Paramount's April '05 Releases
Teacher's Pet (May 22/05)
Starring Clark Gable and Doris Day, Teacher's Pet is an overlong but exceedingly enjoyable romance revolving around a seemingly mismatched pair. James Gannon (Gable) is a cynical newspaper man who finds himself falling for a sweet, good-natured journalism teacher named Erica Stone (Day). Because James knows that Erica hates him thanks to his reputation, James pretends to be a wallpaper salesman and starts attending her classes. Romance, not surprisingly, blooms, but it's not long before Erica discovers James' true identity. Though Teacher's Pet is essentially a prototypical romantic comedy (the fake breakup is usually a dead give-away), it's hard not to get wrapped up in this simple, effective little story. It certainly doesn't hurt that Day and Gable have genuine chemistry with one another, despite the fact that Gable is old enough to be Day's father. Gig Young, playing Erica's comedically perfect boyfriend (he's won the Nobel Prize, can dance professionally, and plays a mean bongo), steals every scene he's in, while Gable delivers an expectedly charismatic, hilariously deadpan performance. It's clear that Teacher's Pet would've benefited from the removal of a few needless subplots, though this is a relatively minor complaint for a film that is otherwise breezy and likeable.
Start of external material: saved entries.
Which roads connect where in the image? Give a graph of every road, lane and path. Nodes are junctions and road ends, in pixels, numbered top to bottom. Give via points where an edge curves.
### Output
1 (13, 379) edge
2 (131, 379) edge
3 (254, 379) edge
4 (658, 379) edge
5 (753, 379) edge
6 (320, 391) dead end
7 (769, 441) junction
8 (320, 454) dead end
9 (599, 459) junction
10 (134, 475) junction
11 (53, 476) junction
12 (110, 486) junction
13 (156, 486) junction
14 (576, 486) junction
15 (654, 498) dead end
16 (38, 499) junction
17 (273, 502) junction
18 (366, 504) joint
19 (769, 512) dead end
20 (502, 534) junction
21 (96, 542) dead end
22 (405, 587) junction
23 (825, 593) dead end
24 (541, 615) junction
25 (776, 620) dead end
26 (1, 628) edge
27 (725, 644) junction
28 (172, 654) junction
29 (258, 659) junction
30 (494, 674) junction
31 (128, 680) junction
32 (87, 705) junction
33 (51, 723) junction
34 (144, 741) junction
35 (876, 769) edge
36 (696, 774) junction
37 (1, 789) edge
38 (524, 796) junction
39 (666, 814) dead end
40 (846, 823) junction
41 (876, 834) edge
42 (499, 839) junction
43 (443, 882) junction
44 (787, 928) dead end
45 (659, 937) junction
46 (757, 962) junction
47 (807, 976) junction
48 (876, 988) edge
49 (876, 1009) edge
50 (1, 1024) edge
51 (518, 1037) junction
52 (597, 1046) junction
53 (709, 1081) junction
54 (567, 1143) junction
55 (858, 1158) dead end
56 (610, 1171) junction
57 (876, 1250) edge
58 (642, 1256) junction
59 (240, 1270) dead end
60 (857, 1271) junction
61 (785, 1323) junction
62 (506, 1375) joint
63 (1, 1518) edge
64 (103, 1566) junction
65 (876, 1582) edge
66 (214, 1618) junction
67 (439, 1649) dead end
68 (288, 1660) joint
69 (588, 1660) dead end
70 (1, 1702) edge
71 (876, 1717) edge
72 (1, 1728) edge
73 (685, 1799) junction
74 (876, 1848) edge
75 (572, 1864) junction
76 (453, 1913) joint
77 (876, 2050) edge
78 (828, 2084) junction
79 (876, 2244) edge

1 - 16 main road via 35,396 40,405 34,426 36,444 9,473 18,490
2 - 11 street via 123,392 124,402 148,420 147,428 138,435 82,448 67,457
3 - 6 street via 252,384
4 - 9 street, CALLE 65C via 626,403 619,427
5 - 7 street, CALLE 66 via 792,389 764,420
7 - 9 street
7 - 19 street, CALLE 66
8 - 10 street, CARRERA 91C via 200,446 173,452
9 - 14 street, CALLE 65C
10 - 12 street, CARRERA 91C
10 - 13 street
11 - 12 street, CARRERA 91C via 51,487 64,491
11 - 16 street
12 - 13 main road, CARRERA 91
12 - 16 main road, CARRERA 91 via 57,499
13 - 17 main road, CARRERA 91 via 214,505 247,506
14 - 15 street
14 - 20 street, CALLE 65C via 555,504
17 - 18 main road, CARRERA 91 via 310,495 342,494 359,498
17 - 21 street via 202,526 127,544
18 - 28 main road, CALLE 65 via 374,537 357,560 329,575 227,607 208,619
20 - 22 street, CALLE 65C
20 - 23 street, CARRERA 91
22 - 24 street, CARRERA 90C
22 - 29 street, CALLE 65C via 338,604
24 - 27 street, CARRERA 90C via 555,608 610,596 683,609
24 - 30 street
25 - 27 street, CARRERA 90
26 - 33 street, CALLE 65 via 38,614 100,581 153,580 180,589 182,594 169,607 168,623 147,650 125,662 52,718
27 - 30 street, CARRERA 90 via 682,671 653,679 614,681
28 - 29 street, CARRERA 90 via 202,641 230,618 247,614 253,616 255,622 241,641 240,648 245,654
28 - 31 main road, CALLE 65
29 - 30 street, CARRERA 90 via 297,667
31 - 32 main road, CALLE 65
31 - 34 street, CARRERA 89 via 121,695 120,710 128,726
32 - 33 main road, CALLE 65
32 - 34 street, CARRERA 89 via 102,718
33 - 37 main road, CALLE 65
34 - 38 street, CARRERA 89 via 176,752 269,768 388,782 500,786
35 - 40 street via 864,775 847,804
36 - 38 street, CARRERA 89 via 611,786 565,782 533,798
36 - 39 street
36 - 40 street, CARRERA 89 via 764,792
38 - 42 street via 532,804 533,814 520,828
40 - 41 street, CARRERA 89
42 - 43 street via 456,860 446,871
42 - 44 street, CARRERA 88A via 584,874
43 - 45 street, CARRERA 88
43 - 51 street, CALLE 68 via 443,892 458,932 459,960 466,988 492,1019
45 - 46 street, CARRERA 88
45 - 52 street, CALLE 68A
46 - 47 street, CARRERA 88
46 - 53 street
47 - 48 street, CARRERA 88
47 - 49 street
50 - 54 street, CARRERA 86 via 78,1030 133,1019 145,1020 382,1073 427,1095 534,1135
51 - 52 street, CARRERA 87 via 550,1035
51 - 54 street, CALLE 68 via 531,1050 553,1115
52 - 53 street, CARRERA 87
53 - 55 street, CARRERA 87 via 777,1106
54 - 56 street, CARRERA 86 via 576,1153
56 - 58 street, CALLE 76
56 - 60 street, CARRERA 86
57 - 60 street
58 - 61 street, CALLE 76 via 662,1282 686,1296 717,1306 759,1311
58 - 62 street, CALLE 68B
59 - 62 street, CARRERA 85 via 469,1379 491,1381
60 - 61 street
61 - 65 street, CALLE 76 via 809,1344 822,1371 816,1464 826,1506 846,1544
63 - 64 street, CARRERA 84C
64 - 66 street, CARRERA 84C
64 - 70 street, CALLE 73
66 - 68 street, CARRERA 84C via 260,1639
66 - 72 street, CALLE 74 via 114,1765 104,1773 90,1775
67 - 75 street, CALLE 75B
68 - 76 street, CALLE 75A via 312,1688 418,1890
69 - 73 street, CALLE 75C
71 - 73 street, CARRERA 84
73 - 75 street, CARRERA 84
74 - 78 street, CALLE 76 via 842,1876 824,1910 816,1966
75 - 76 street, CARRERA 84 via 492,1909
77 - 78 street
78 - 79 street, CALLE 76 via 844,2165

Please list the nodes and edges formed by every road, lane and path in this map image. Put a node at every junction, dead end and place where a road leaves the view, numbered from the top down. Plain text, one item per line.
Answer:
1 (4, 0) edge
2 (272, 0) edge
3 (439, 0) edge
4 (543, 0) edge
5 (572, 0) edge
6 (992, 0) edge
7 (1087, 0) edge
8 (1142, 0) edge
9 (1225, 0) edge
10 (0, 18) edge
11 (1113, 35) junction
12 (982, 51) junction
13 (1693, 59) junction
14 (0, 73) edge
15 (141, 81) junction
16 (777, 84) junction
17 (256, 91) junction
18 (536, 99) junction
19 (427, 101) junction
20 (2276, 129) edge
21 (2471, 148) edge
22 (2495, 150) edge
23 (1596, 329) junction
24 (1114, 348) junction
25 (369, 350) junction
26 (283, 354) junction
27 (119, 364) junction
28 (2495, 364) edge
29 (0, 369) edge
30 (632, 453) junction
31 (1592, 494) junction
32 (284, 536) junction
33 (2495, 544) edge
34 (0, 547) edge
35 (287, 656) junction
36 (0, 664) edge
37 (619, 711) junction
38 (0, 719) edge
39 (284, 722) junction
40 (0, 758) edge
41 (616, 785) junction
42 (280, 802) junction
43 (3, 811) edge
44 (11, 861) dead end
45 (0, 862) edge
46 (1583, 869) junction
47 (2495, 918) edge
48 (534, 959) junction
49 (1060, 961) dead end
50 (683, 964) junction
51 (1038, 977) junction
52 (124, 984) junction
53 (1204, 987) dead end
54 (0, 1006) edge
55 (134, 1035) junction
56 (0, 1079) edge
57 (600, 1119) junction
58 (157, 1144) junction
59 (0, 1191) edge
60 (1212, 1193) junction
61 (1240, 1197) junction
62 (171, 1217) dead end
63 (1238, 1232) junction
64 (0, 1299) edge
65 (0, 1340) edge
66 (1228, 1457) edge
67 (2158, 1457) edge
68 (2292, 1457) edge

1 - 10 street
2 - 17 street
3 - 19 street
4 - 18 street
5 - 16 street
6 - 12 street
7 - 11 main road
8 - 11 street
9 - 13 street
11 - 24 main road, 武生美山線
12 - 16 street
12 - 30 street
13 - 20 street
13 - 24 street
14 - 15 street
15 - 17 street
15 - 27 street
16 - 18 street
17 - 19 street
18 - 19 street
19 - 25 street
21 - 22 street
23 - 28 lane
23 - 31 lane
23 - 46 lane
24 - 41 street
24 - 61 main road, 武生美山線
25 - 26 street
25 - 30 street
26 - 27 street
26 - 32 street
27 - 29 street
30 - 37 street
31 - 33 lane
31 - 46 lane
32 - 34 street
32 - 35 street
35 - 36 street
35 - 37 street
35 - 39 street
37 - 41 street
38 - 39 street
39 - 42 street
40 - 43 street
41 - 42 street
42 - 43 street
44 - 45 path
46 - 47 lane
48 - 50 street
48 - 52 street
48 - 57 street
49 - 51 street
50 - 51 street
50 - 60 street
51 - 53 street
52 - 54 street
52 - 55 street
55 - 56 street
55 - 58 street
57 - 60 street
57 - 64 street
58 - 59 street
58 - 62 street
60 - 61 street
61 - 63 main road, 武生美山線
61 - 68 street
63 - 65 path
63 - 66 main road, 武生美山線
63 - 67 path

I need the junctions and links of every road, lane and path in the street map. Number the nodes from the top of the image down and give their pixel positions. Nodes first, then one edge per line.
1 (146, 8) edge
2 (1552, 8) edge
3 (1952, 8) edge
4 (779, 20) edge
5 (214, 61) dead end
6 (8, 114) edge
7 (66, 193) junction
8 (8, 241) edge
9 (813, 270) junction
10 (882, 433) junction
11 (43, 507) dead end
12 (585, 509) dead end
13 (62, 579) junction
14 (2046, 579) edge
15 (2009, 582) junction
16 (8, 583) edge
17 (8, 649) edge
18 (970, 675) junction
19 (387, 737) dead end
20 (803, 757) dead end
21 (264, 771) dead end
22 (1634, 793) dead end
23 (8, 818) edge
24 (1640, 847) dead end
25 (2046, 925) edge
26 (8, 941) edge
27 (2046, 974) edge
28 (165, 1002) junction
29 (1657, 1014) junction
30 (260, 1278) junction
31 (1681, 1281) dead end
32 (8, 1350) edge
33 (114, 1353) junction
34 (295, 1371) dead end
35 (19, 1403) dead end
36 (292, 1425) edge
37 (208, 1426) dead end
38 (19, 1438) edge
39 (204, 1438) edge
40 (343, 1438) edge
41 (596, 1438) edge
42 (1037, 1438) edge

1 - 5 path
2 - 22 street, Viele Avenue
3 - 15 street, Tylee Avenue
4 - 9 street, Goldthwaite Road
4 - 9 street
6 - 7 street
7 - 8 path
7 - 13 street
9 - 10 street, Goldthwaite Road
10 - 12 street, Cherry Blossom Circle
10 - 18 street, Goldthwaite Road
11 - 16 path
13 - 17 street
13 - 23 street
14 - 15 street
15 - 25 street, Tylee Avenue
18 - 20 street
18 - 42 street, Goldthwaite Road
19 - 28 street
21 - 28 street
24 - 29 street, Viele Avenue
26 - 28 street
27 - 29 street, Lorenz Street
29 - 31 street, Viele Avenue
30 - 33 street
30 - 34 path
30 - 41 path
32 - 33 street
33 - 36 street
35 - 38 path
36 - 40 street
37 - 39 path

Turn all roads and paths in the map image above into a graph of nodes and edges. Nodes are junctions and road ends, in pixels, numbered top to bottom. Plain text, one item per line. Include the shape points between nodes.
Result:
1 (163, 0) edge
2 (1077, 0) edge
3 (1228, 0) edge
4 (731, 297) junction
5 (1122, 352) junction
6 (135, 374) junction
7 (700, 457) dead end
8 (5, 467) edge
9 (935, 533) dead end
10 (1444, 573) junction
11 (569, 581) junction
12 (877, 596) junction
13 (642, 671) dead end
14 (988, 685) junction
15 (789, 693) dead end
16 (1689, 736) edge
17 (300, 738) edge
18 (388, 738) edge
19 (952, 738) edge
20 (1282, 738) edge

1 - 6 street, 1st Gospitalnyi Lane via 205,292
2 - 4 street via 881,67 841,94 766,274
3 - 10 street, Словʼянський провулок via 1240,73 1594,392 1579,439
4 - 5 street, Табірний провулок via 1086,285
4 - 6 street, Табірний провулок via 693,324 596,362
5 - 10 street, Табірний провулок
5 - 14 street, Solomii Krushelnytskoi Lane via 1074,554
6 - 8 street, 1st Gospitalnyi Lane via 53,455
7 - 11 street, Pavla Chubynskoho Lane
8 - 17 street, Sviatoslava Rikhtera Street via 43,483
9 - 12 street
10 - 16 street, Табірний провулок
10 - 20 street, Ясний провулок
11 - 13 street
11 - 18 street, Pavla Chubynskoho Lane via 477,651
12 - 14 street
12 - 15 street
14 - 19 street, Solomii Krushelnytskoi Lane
Three Violent People (May 17/05)
Three Violent People casts Charlton Heston as Colt Saunders, a Civil War veteran who returns home with a new bride (played by Anne Baxter) only to find himself confronted by a band of ruthless carpetbaggers. This is in addition to the presence of his bitter, one-armed brother, and the creeping realization that his wife's past isn't quite as squeaky clean as he might like. Though James Edward Grant's screenplay occasionally emphasizes unnecessary melodrama, this is otherwise a well-paced, surprisingly gritty little Western - enhanced by an unexpectedly suspenseful third act. Heston delivers a rugged, compelling performance, eschewing over-the-top histrionics in favor of a subtler vibe (unfortunately, the same can't be said of Baxter).
The Winning Season (May 22/05)
Following in the footsteps of Field of Dreams, The Winning Season tells the uplifting story of a young man named Joe Stoshack (played by Mark Rendall in the present and Shawn Hatosy in the past) who finds himself transported back in time to the 1909 World Series after grabbing hold of a magical baseball card. There he meets legendary ballplayer Honus Wagner (Matthew Modine) and his well-to-do girlfriend (played by Kristin Davis). Through a series of expectedly convoluted events, Joe is soon tagging along with Honus and inadvertently changing history for the worse (Ty Cobb, the film's villain, discovers the true power of the Honus card and uses it for his own gain). Though there's nothing terribly innovative or ground-breaking about The Winning Season, it's hard not to get wrapped up in the breezy exploits of Joe and Honus. Aside from the anticipated moments of fish-out-of-water comedy (Joe tells Honus that he's "the man," much to Honus' confusion), this is essentially just a feel-good sports movie. On that level, the movie certainly delivers (though one wonders if Ty Cobb was really that evil).